If Dima’s composure is deserting him, Hector’s has acquired a driven intensity.

‘My fucking guards?’ Dima protests incredulously. ‘They wanna come to the reception? You crazy? Prince not gonna whack me in the fucking Bellevue Hotel. He gonna wait a week. Maybe two. Maybe first he whack Tamara, whack my children. What the fuck I know?’

Hector’s furious stare remains unchanged.

‘So to confirm,’ he insists. ‘You’re confident that the two guards – Niki and his friend – will
not
attend the Bellevue reception.’

With a sag of his huge shoulders, Dima lapses into a kind of physical despair. ‘Confident? I’m not confident of nothing. Maybe they come to reception. Jesus, Tom.’

‘Assume they do. Just for argument’s sake. They’re not going to follow you when you take a piss.’

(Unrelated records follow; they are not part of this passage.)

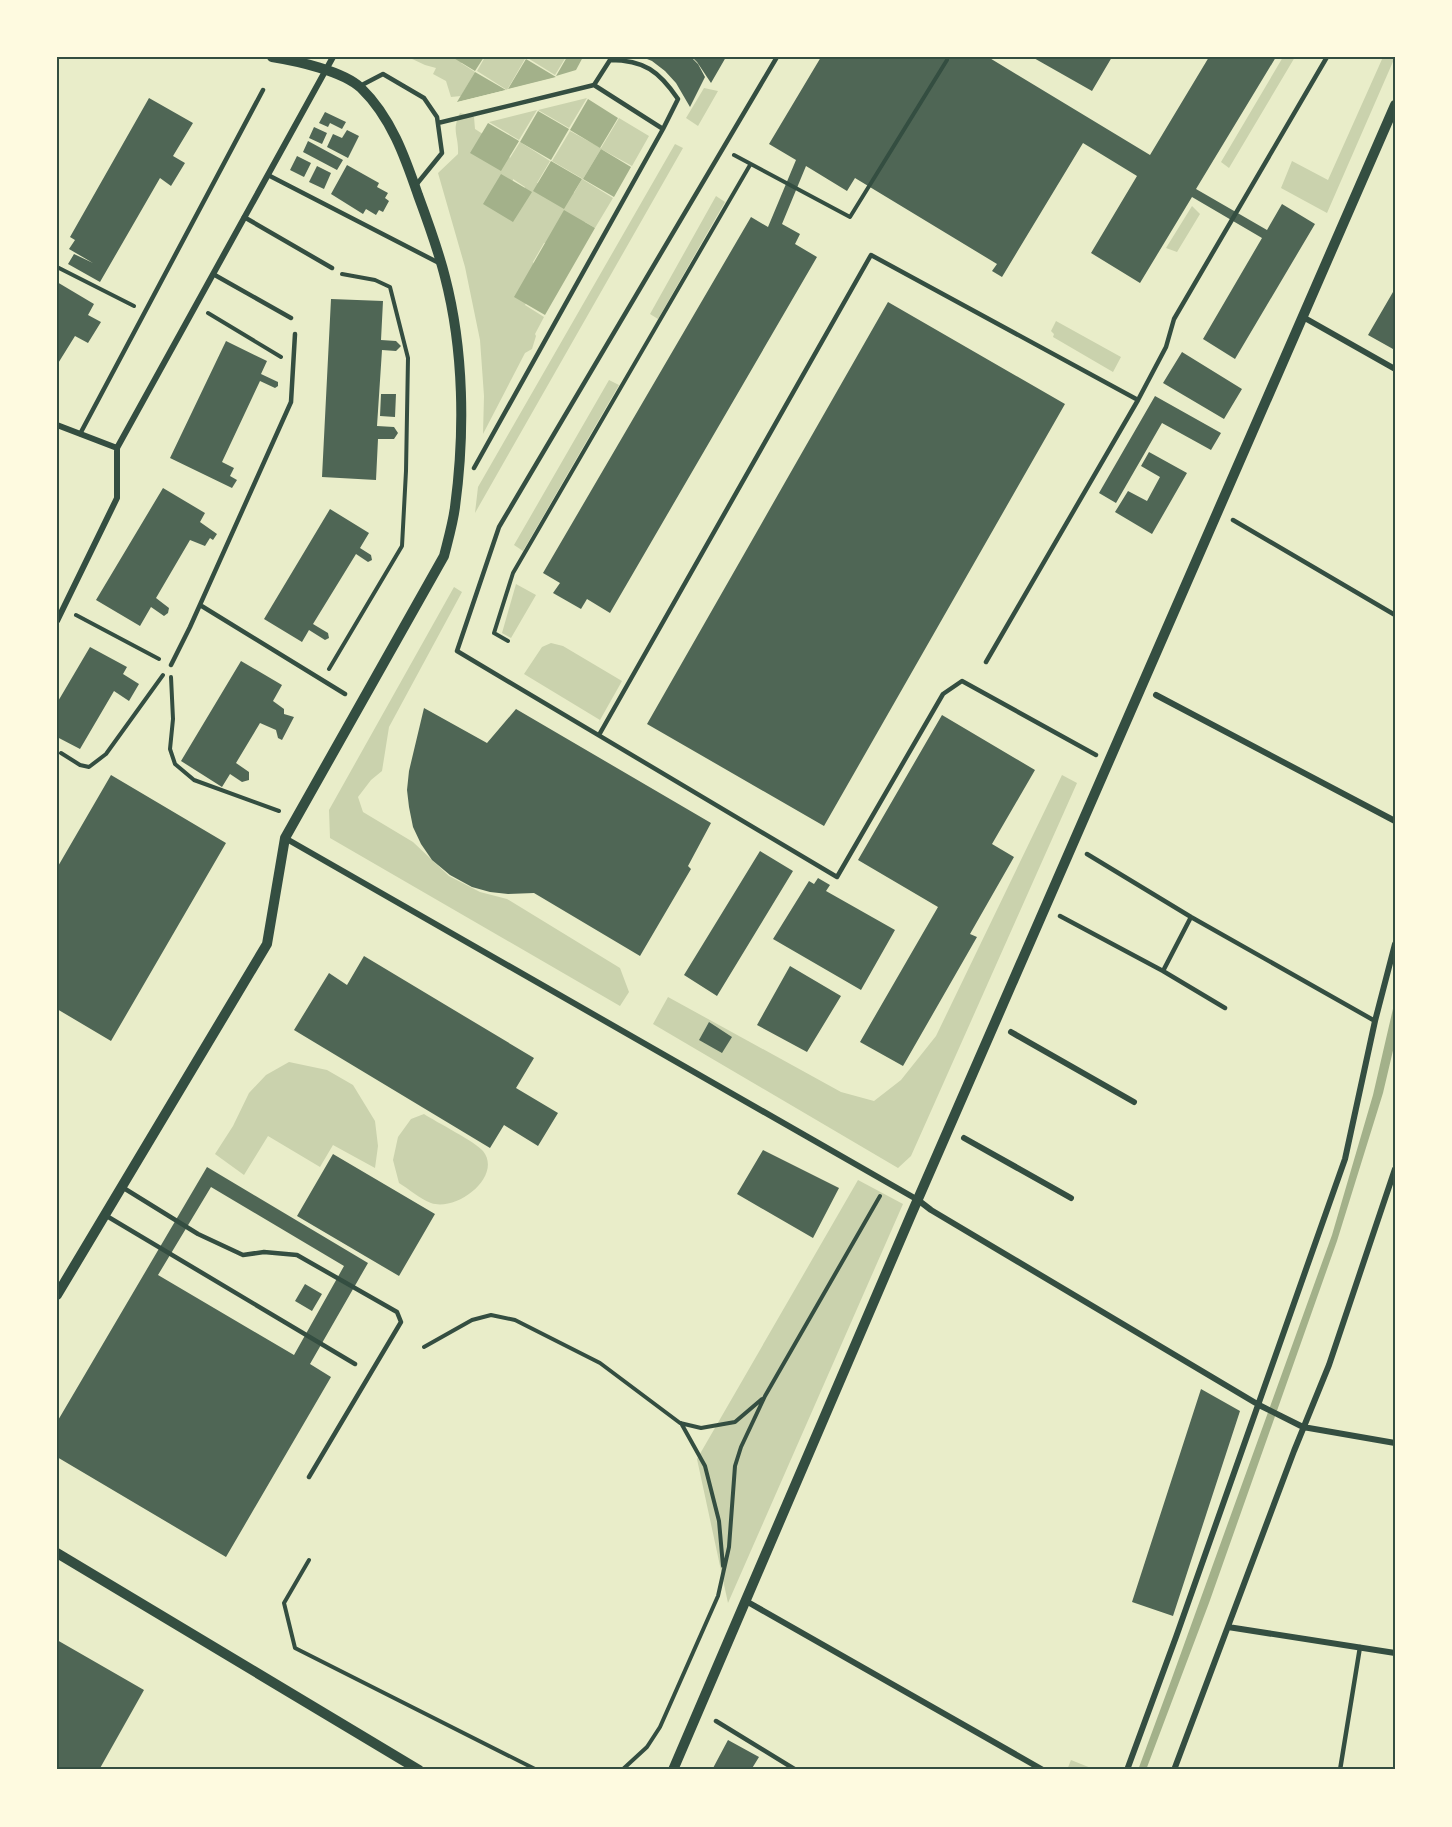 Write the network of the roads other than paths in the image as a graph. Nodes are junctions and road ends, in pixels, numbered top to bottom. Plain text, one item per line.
1 (272, 57) edge
2 (333, 57) edge
3 (777, 57) edge
4 (1327, 57) edge
5 (326, 69) junction
6 (594, 85) junction
7 (360, 86) junction
8 (263, 90) dead end
9 (1395, 105) edge
10 (438, 123) junction
11 (663, 129) junction
12 (268, 175) junction
13 (415, 186) junction
14 (244, 217) junction
15 (441, 264) junction
16 (332, 268) road end
17 (213, 274) junction
18 (1302, 317) junction
19 (291, 318) dead end
20 (295, 334) dead end
21 (1395, 369) edge
22 (1138, 400) junction
23 (57, 425) edge
24 (80, 434) junction
25 (117, 448) junction
26 (474, 468) dead end
27 (1233, 520) dead end
28 (200, 605) junction
29 (1395, 615) edge
30 (57, 621) edge
31 (986, 662) dead end
32 (171, 665) road end
33 (345, 694) dead end
34 (1156, 695) dead end
35 (599, 735) junction
36 (1096, 755) dead end
37 (1395, 821) edge
38 (285, 838) junction
39 (1087, 854) dead end
40 (1060, 916) dead end
41 (1191, 917) junction
42 (1395, 944) edge
43 (1163, 971) junction
44 (1226, 1008) dead end
45 (1375, 1021) junction
46 (1011, 1032) dead end
47 (1134, 1102) dead end
48 (964, 1138) dead end
49 (1395, 1169) edge
50 (122, 1187) junction
51 (1071, 1198) dead end
52 (918, 1200) junction
53 (105, 1215) junction
54 (57, 1295) edge
55 (355, 1364) dead end
56 (1259, 1405) junction
57 (1303, 1427) junction
58 (1395, 1443) edge
59 (309, 1477) dead end
60 (57, 1553) edge
61 (746, 1601) junction
62 (1228, 1627) junction
63 (1360, 1647) junction
64 (1395, 1653) edge
65 (716, 1721) dead end
66 (419, 1770) edge
67 (673, 1770) edge
68 (796, 1770) edge
69 (1043, 1770) edge
70 (1127, 1770) edge
71 (1174, 1770) edge
72 (1340, 1770) edge

1 - 5 street
2 - 5 street
3 - 35 lane
4 - 22 lane
5 - 7 street
5 - 12 street
6 - 10 lane
6 - 11 lane
6 - 11 lane
7 - 10 lane
7 - 13 street
8 - 24 lane
9 - 18 street
10 - 13 lane
11 - 26 lane
12 - 14 street
12 - 15 lane
13 - 15 street
14 - 16 lane
14 - 17 street
15 - 38 street
17 - 19 lane
17 - 25 street
18 - 21 street
18 - 52 street
20 - 28 lane
22 - 31 lane
22 - 35 lane
23 - 24 street
24 - 25 street
25 - 30 street
27 - 29 lane
28 - 32 lane
28 - 33 lane
34 - 37 street
35 - 36 lane
38 - 50 street
38 - 52 street
39 - 41 lane
40 - 43 lane
41 - 43 lane
41 - 45 lane
42 - 45 street
43 - 44 lane
45 - 56 street
46 - 47 street
48 - 51 street
49 - 57 street
50 - 53 street
50 - 59 lane
52 - 56 street
52 - 61 street
53 - 54 street
53 - 55 lane
56 - 57 street
56 - 70 street
57 - 58 street
57 - 62 street
60 - 66 street
61 - 67 street
61 - 69 street
62 - 63 street
62 - 71 street
63 - 64 street
63 - 72 lane
65 - 68 lane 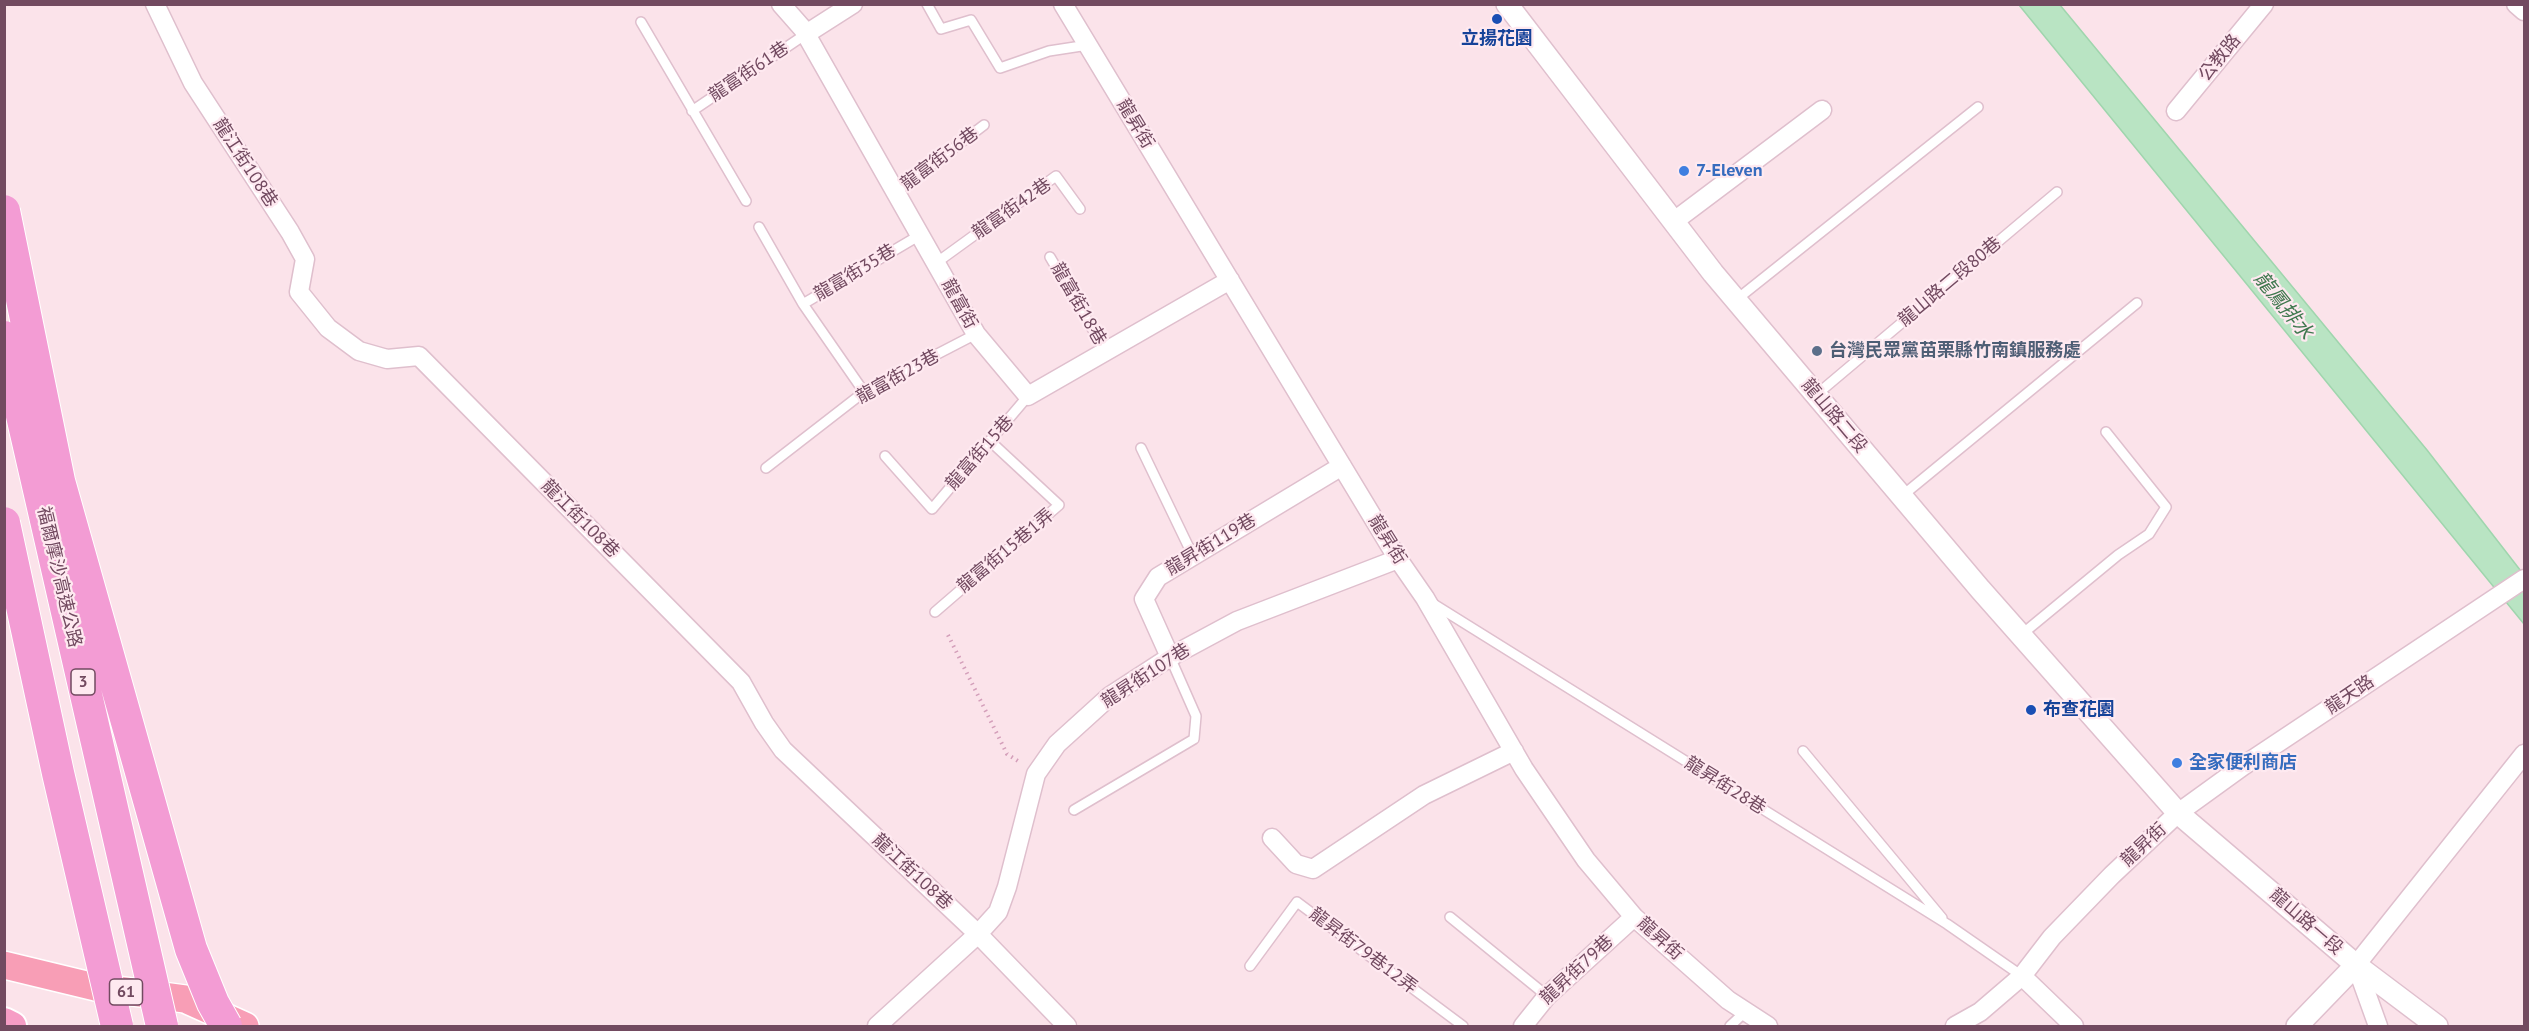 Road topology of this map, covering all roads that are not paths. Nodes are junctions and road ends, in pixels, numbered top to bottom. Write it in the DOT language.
graph roads {
  1 [pos="155,4"];
  2 [pos="782,4"];
  3 [pos="853,4"];
  4 [pos="927,4"];
  5 [pos="1063,4"];
  6 [pos="1507,4"];
  7 [pos="2264,4"];
  8 [pos="2516,4"];
  9 [pos="2524,11"];
  10 [pos="641,22"];
  11 [pos="806,34"];
  12 [pos="1088,45"];
  13 [pos="1978,107"];
  14 [pos="1822,110"];
  15 [pos="692,111"];
  16 [pos="2176,111"];
  17 [pos="984,125"];
  18 [pos="896,192"];
  19 [pos="2057,192"];
  20 [pos="746,201"];
  21 [pos="1080,209"];
  22 [pos="4,212"];
  23 [pos="1673,222"];
  24 [pos="759,227"];
  25 [pos="920,235"];
  26 [pos="1050,257"];
  27 [pos="936,263"];
  28 [pos="1230,280"];
  29 [pos="1736,300"];
  30 [pos="2137,303"];
  31 [pos="803,304"];
  32 [pos="976,334"];
  33 [pos="4,337"];
  34 [pos="1106,352"];
  35 [pos="864,392"];
  36 [pos="1816,395"];
  37 [pos="1028,396"];
  38 [pos="2106,432"];
  39 [pos="990,441"];
  40 [pos="1141,448"];
  41 [pos="885,456"];
  42 [pos="1342,466"];
  43 [pos="766,468"];
  44 [pos="1902,496"];
  45 [pos="4,523"];
  46 [pos="1192,556"];
  47 [pos="1398,560"];
  48 [pos="2524,579"];
  49 [pos="1425,598"];
  50 [pos="935,612"];
  51 [pos="2021,635"];
  52 [pos="1170,657"];
  53 [pos="1514,751"];
  54 [pos="1803,751"];
  55 [pos="2524,754"];
  56 [pos="1074,810"];
  57 [pos="2178,813"];
  58 [pos="1272,838"];
  59 [pos="1450,917"];
  60 [pos="1634,917"];
  61 [pos="1947,924"];
  62 [pos="978,934"];
  63 [pos="4,965"];
  64 [pos="2356,965"];
  65 [pos="1250,966"];
  66 [pos="2022,976"];
  67 [pos="1547,996"];
  68 [pos="1744,1013"];
  69 [pos="4,1022"];
  70 [pos="12,1026"];
  71 [pos="117,1026"];
  72 [pos="162,1026"];
  73 [pos="226,1026"];
  74 [pos="245,1026"];
  75 [pos="877,1026"];
  76 [pos="1067,1026"];
  77 [pos="1463,1026"];
  78 [pos="1522,1026"];
  79 [pos="1730,1026"];
  80 [pos="1768,1026"];
  81 [pos="1956,1026"];
  82 [pos="2074,1026"];
  83 [pos="2297,1026"];
  84 [pos="2378,1026"];
  85 [pos="2437,1026"];
  1 -- 62 [label="street, 龍江街108巷"];
  2 -- 11 [label="street, 龍富街"];
  3 -- 11 [label="street"];
  4 -- 12 [label="lane"];
  5 -- 12 [label="street, 龍昇街"];
  6 -- 23 [label="street, 龍山路二段"];
  7 -- 16 [label="street, 公教路"];
  8 -- 9 [label="street"];
  10 -- 15 [label="lane"];
  11 -- 15 [label="lane, 龍富街61巷"];
  11 -- 18 [label="street, 龍富街"];
  12 -- 28 [label="street, 龍昇街"];
  13 -- 29 [label="lane"];
  14 -- 23 [label="street"];
  15 -- 20 [label="lane"];
  17 -- 18 [label="lane, 龍富街56巷"];
  18 -- 25 [label="street, 龍富街"];
  19 -- 36 [label="lane, 龍山路二段80巷"];
  21 -- 27 [label="lane, 龍富街42巷"];
  22 -- 73 [label="highway, bridge"];
  23 -- 29 [label="street, 龍山路二段"];
  24 -- 31 [label="lane, 龍富街35巷"];
  25 -- 27 [label="street, 龍富街"];
  25 -- 31 [label="lane, 龍富街35巷"];
  26 -- 34 [label="lane, 龍富街18巷"];
  27 -- 32 [label="street, 龍富街"];
  28 -- 34 [label="street"];
  28 -- 42 [label="street, 龍昇街"];
  29 -- 36 [label="street, 龍山路二段"];
  30 -- 44 [label="lane"];
  31 -- 35 [label="lane"];
  32 -- 35 [label="lane, 龍富街23巷"];
  32 -- 37 [label="street, 龍富街"];
  33 -- 72 [label="highway, 福爾摩沙高速公路 / 3, bridge"];
  34 -- 37 [label="street"];
  35 -- 43 [label="lane, 龍富街23巷"];
  36 -- 44 [label="street, 龍山路二段"];
  37 -- 39 [label="lane, 龍富街15巷"];
  38 -- 51 [label="lane"];
  39 -- 41 [label="lane, 龍富街15巷"];
  39 -- 50 [label="lane, 龍富街15巷1弄"];
  40 -- 46 [label="lane"];
  42 -- 46 [label="street, 龍昇街119巷"];
  42 -- 47 [label="street, 龍昇街"];
  44 -- 51 [label="street, 龍山路二段"];
  45 -- 71 [label="highway, bridge"];
  46 -- 52 [label="street, 龍昇街119巷"];
  47 -- 49 [label="street, 龍昇街"];
  47 -- 52 [label="street, 龍昇街107巷"];
  48 -- 57 [label="street, 龍天路"];
  49 -- 53 [label="street, 龍昇街"];
  49 -- 61 [label="lane, 龍昇街28巷"];
  51 -- 57 [label="street, 龍山路二段"];
  52 -- 56 [label="lane"];
  52 -- 62 [label="street, 龍昇街107巷"];
  53 -- 58 [label="street"];
  53 -- 60 [label="street, 龍昇街"];
  54 -- 61 [label="lane"];
  55 -- 64 [label="street"];
  57 -- 64 [label="street, 龍山路一段"];
  57 -- 66 [label="street, 龍昇街"];
  59 -- 67 [label="lane"];
  60 -- 67 [label="street, 龍昇街79巷"];
  60 -- 68 [label="street, 龍昇街"];
  61 -- 66 [label="lane, 龍昇街28巷"];
  62 -- 75 [label="street, 龍昇街107巷"];
  62 -- 76 [label="street, 龍江街108巷"];
  63 -- 74 [label="main road, 61"];
  64 -- 83 [label="street"];
  64 -- 84 [label="street"];
  64 -- 85 [label="street, 龍山路一段"];
  65 -- 77 [label="lane, 龍昇街79巷12弄"];
  66 -- 81 [label="street, 龍昇街"];
  66 -- 82 [label="street"];
  67 -- 78 [label="street, 龍昇街79巷"];
  68 -- 79 [label="lane"];
  68 -- 80 [label="street, 龍昇街"];
  69 -- 70 [label="highway"];
}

No answer, but Hector isn’t waiting for one. Stalking to the corner of the room, he places himself behind Ollie’s shoulder and peers at the computer screen.

‘So tell me how this plays for you. Whether or not Niki and his friend accompany you to the Bellevue Palace, halfway through the reception – let’s say twelve o’clock midday, as near as you can make it – you take a piss. Give me the ground floor’ – to Ollie – ‘the Bellevue has two sets of lavatories for ground-floor guests. One set is to the right as you enter the lobby, on the other side of the reception desk. Am I right, Harry?’

‘Bang on target, Tom.’

‘You know the lavatories I mean?’

‘Sure I know them.’

‘That’s the set you
don’t
use. For the other set you turn left and descend a staircase. It’s in the basement and not much used because
it’s inconvenient. The staircase is next to the bar. Between the bar and the lift. D’you know the staircase I mean? Halfway down it there’s a door that pushes open when it isn’t locked.’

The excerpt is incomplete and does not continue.